• **Work to complete**
Give back exactly the stretch of data below from the line holding "index mcp: (639, 390)" through the line holding "wrist: (581, 537)", both ends included, and leave the remaining lines out.

============

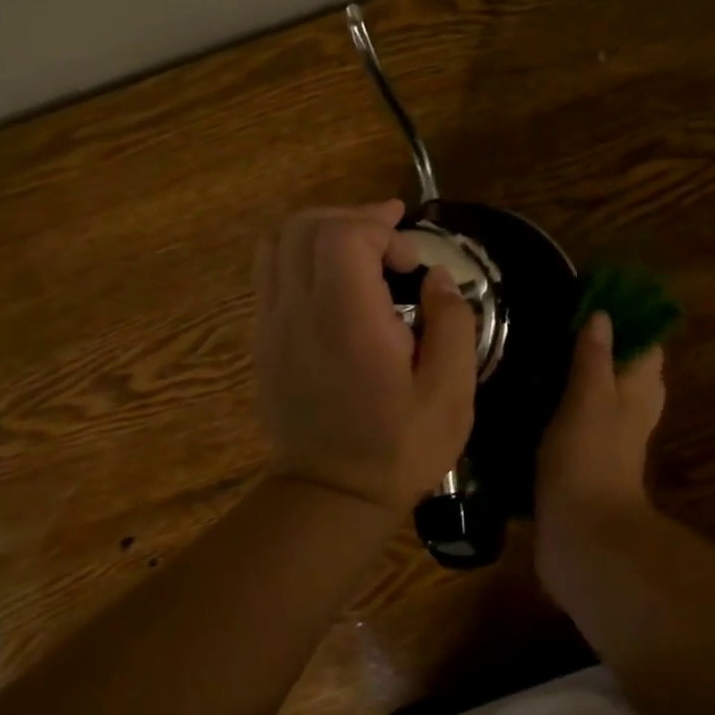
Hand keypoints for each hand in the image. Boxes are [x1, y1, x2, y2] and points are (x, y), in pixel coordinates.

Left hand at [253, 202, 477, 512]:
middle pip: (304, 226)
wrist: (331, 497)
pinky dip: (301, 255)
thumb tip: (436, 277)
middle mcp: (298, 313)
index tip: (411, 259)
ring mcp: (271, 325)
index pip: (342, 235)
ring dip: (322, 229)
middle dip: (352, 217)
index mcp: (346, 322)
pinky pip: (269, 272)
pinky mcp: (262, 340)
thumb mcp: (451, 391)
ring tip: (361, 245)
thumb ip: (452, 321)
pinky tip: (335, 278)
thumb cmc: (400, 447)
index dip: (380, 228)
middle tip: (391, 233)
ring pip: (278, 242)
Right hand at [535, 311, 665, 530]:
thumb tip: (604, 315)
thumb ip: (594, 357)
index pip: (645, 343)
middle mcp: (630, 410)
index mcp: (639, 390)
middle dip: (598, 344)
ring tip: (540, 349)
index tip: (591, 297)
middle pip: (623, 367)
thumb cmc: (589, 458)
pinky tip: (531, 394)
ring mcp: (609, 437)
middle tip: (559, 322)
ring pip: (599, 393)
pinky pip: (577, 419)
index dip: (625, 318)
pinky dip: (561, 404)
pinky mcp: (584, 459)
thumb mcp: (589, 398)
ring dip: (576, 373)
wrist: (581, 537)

============

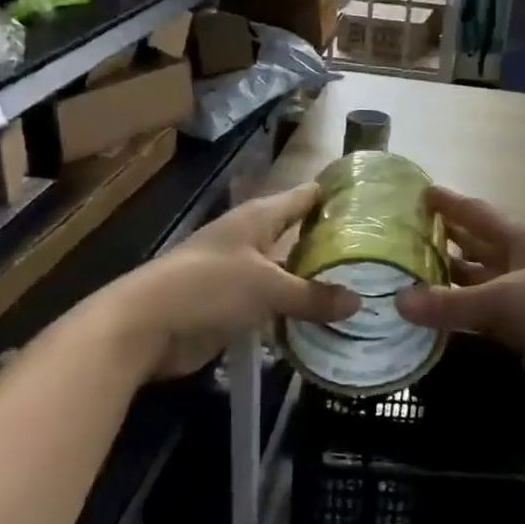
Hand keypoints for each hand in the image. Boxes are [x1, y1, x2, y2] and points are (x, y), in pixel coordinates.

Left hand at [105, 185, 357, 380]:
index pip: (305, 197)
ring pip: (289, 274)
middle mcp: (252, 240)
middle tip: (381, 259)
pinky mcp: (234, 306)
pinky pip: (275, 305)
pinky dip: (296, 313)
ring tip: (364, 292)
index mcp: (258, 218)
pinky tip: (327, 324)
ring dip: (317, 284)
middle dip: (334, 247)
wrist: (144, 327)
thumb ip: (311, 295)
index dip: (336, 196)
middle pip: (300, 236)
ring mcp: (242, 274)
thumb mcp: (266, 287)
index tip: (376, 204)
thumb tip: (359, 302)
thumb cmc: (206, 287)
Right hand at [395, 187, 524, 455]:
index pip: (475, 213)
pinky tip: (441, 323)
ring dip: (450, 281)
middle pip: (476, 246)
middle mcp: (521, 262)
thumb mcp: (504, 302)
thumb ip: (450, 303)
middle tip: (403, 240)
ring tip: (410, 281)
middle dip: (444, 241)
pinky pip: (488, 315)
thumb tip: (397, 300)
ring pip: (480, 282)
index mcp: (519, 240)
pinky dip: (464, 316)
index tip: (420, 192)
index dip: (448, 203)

============

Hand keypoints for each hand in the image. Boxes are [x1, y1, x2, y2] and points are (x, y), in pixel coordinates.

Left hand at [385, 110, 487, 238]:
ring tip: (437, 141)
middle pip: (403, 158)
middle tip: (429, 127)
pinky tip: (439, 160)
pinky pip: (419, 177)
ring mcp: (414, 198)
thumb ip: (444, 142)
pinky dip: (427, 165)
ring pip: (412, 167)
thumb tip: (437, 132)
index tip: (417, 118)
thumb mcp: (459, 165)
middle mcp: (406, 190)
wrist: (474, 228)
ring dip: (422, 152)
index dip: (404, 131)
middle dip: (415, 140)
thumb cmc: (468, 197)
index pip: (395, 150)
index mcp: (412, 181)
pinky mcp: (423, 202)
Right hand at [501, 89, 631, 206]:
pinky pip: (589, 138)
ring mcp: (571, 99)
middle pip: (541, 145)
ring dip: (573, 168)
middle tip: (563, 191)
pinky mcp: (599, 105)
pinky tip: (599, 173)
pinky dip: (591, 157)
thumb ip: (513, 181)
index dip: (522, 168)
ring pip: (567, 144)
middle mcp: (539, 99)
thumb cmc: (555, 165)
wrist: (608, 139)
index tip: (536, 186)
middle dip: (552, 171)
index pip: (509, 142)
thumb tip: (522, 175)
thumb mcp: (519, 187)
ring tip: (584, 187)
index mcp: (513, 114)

============

• **Answer box**
index mcp: (639, 390)
middle dip: (598, 344)
ring tip: (540, 349)
index tip: (591, 297)
middle pip: (623, 367)
thumb cmc: (589, 458)
pinky tip: (531, 394)
ring mcp: (609, 437)
middle tip: (559, 322)
ring pip: (599, 393)
pinky pip: (577, 419)
index dip: (625, 318)
pinky dip: (561, 404)
pinky mcp: (584, 459)
thumb mcp: (589, 398)
ring dip: (576, 373)
wrist: (581, 537)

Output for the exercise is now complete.